*WHAT THE TASK REQUIRES:* Word for word, output the data, with none of its pictures.
**** MATERIAL FOR THE TASK ****
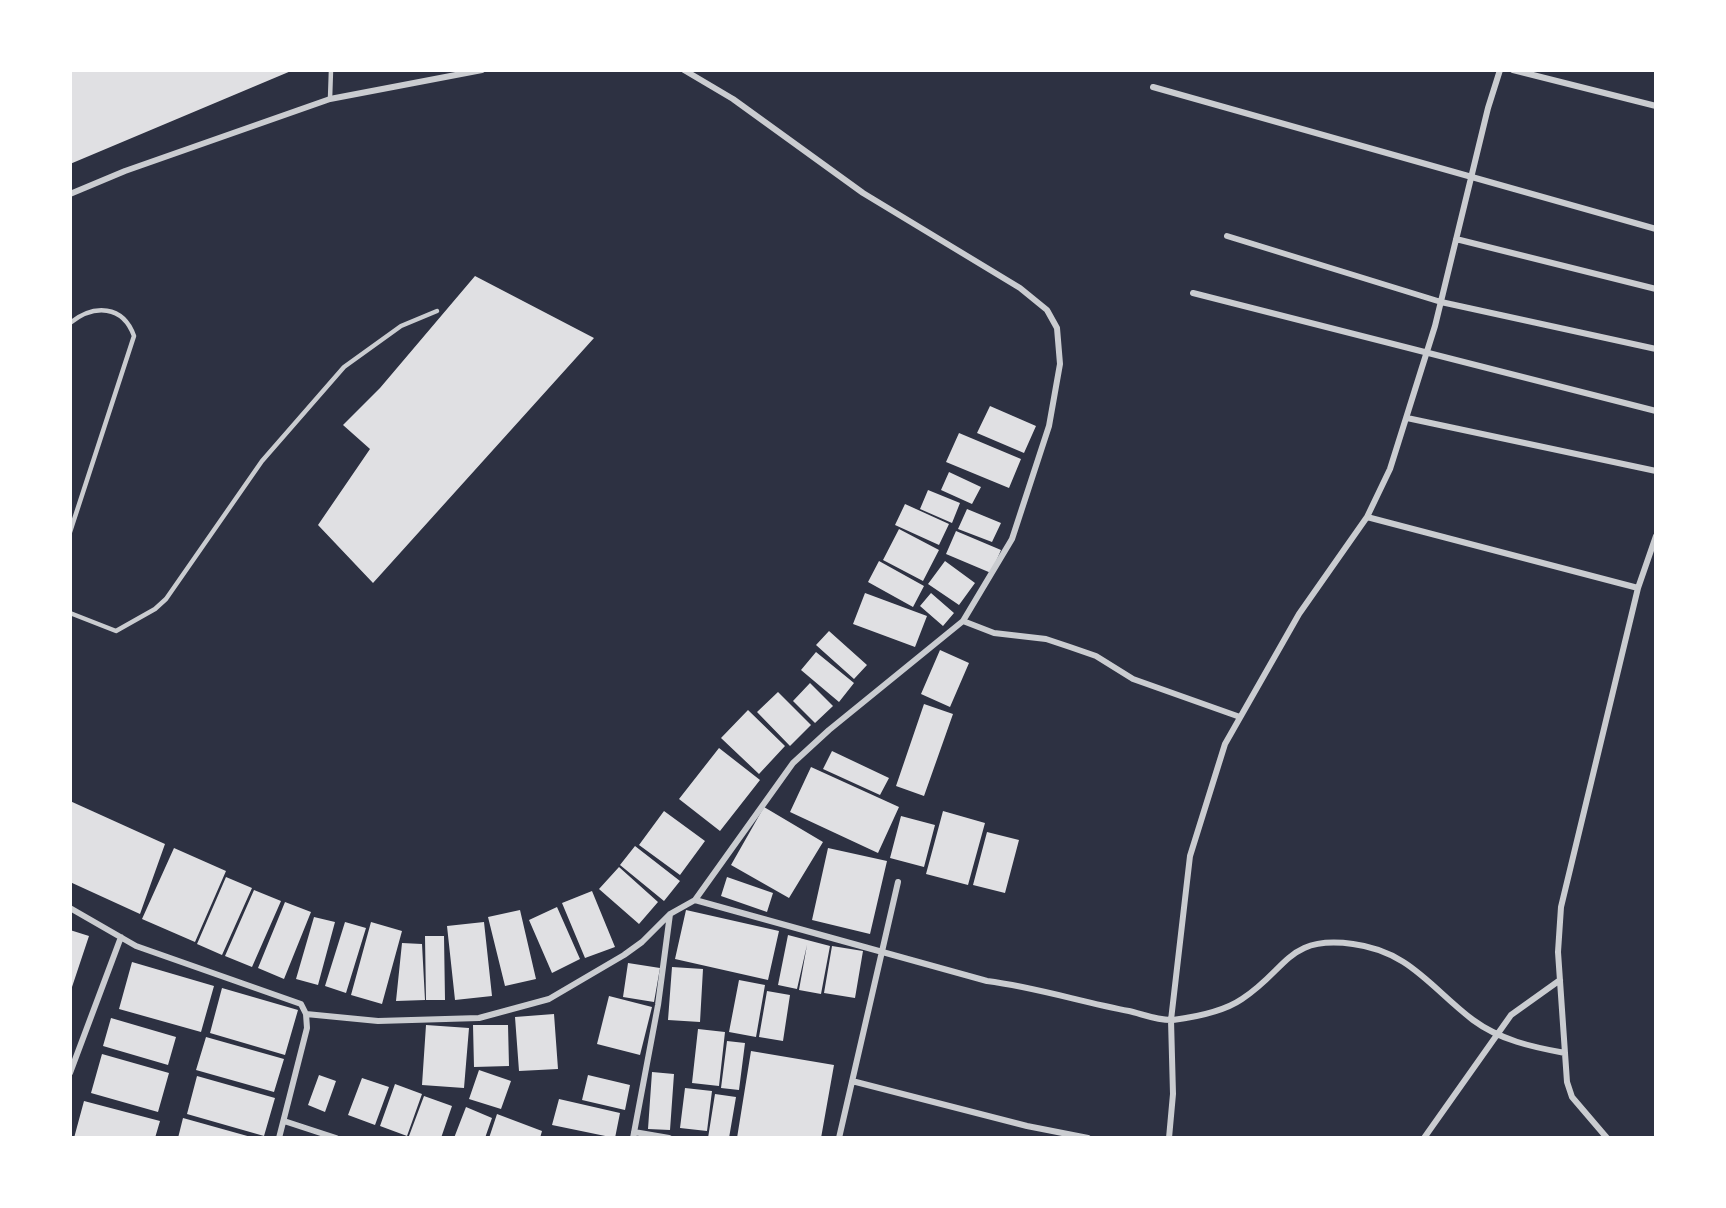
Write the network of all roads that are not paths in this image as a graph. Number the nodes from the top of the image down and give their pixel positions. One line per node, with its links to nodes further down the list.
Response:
1 (331, 70): 7 (lane)
2 (482, 70): 7 (street)
3 (1500, 70): 9 (street)
4 (1513, 70): 8 (street)
5 (687, 71): 29 (street)
6 (1153, 87): 9 (street)
7 (330, 99): 10 (street)
8 (1656, 106)
9 (1471, 178): 11 (street); 13 (street)
10 (70, 194)
11 (1656, 229)
12 (1227, 236): 16 (street)
13 (1456, 239): 14 (street); 16 (street)
14 (1656, 289)
15 (1193, 293): 20 (street)
16 (1441, 302): 19 (street); 20 (street)
17 (437, 311): 28 (lane)
18 (70, 323): 25 (lane)
19 (1656, 349)
20 (1426, 353): 21 (street); 22 (street)
21 (1656, 411)
22 (1407, 418): 23 (street); 24 (street)
23 (1656, 471)
24 (1367, 517): 27 (street); 30 (street)
25 (70, 532)
26 (1656, 536): 27 (street)
27 (1638, 588): 37 (street)
28 (70, 613)
29 (963, 621): 30 (street); 32 (street)
30 (1240, 717): 39 (street)
31 (898, 882): 36 (street)
32 (695, 900): 34 (street); 36 (street)
33 (70, 908): 35 (street)
34 (670, 914): 38 (street); 44 (street)
35 (121, 938): 38 (street); 41 (street)
36 (882, 953): 39 (street); 42 (street)
37 (1560, 980): 40 (street); 51 (street)
38 (306, 1014): 43 (street)
39 (1171, 1020): 40 (street); 50 (street)
40 (1565, 1053): 52 (street)
41 (70, 1073)
42 (852, 1081): 48 (street); 49 (street)
43 (284, 1121): 45 (street); 46 (street)
44 (634, 1135): 47 (street)
45 (279, 1137)
46 (336, 1137)
47 (669, 1137)
48 (839, 1137)
49 (1088, 1137)
50 (1169, 1137)
51 (1424, 1137)
52 (1607, 1137)

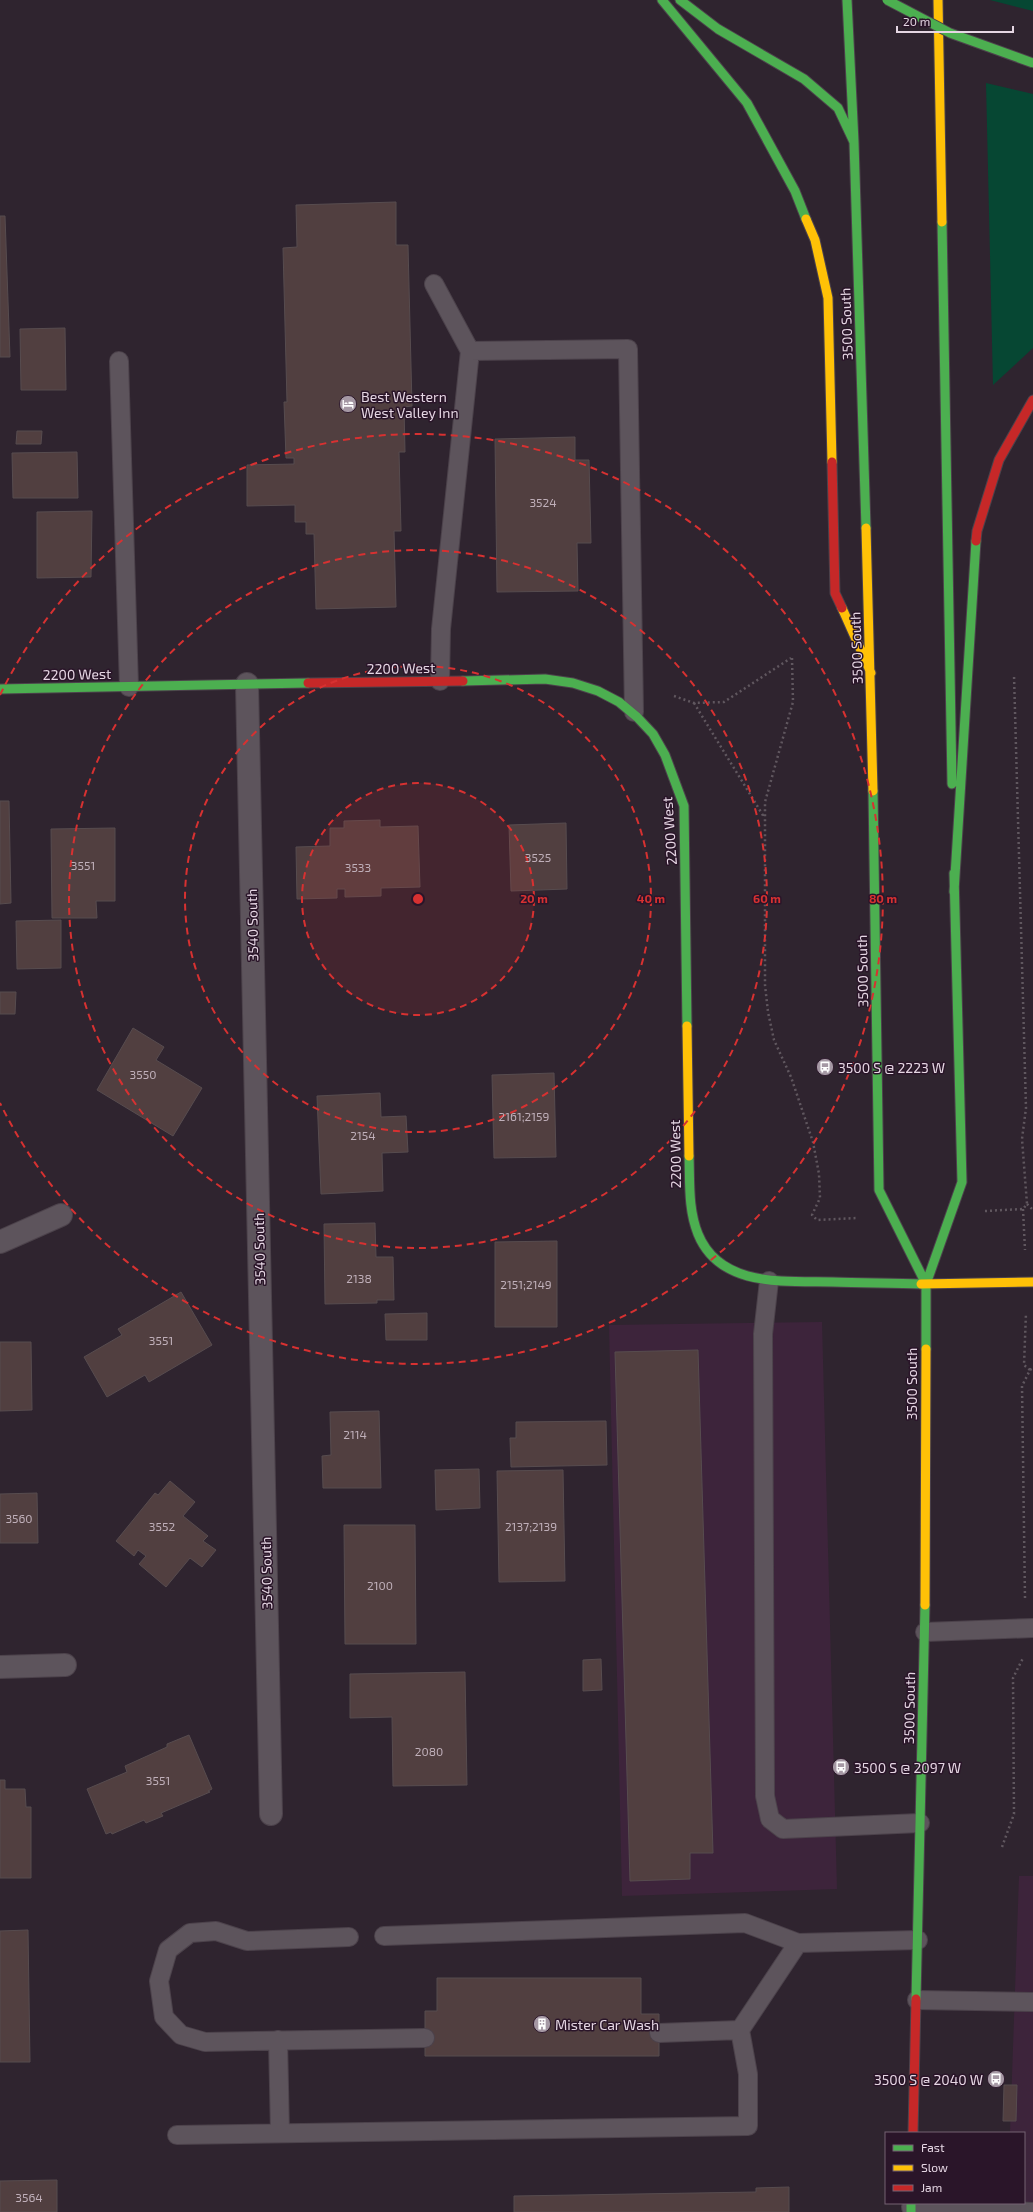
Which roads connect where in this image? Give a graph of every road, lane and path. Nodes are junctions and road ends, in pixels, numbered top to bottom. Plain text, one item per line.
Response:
****
*REPLY TO THE EXERCISE:*
Write the network of all roads that are not paths in this image as a graph. Number the nodes from the top of the image down and give their pixel positions. One line per node, with its links to nodes further down the list.
Response:
1 (331, 70): 7 (lane)
2 (482, 70): 7 (street)
3 (1500, 70): 9 (street)
4 (1513, 70): 8 (street)
5 (687, 71): 29 (street)
6 (1153, 87): 9 (street)
7 (330, 99): 10 (street)
8 (1656, 106)
9 (1471, 178): 11 (street); 13 (street)
10 (70, 194)
11 (1656, 229)
12 (1227, 236): 16 (street)
13 (1456, 239): 14 (street); 16 (street)
14 (1656, 289)
15 (1193, 293): 20 (street)
16 (1441, 302): 19 (street); 20 (street)
17 (437, 311): 28 (lane)
18 (70, 323): 25 (lane)
19 (1656, 349)
20 (1426, 353): 21 (street); 22 (street)
21 (1656, 411)
22 (1407, 418): 23 (street); 24 (street)
23 (1656, 471)
24 (1367, 517): 27 (street); 30 (street)
25 (70, 532)
26 (1656, 536): 27 (street)
27 (1638, 588): 37 (street)
28 (70, 613)
29 (963, 621): 30 (street); 32 (street)
30 (1240, 717): 39 (street)
31 (898, 882): 36 (street)
32 (695, 900): 34 (street); 36 (street)
33 (70, 908): 35 (street)
34 (670, 914): 38 (street); 44 (street)
35 (121, 938): 38 (street); 41 (street)
36 (882, 953): 39 (street); 42 (street)
37 (1560, 980): 40 (street); 51 (street)
38 (306, 1014): 43 (street)
39 (1171, 1020): 40 (street); 50 (street)
40 (1565, 1053): 52 (street)
41 (70, 1073)
42 (852, 1081): 48 (street); 49 (street)
43 (284, 1121): 45 (street); 46 (street)
44 (634, 1135): 47 (street)
45 (279, 1137)
46 (336, 1137)
47 (669, 1137)
48 (839, 1137)
49 (1088, 1137)
50 (1169, 1137)
51 (1424, 1137)
52 (1607, 1137)

Which roads connect where in this image? Give a graph of every road, lane and path. Nodes are junctions and road ends, in pixels, numbered top to bottom. Plain text, one item per line.
Response:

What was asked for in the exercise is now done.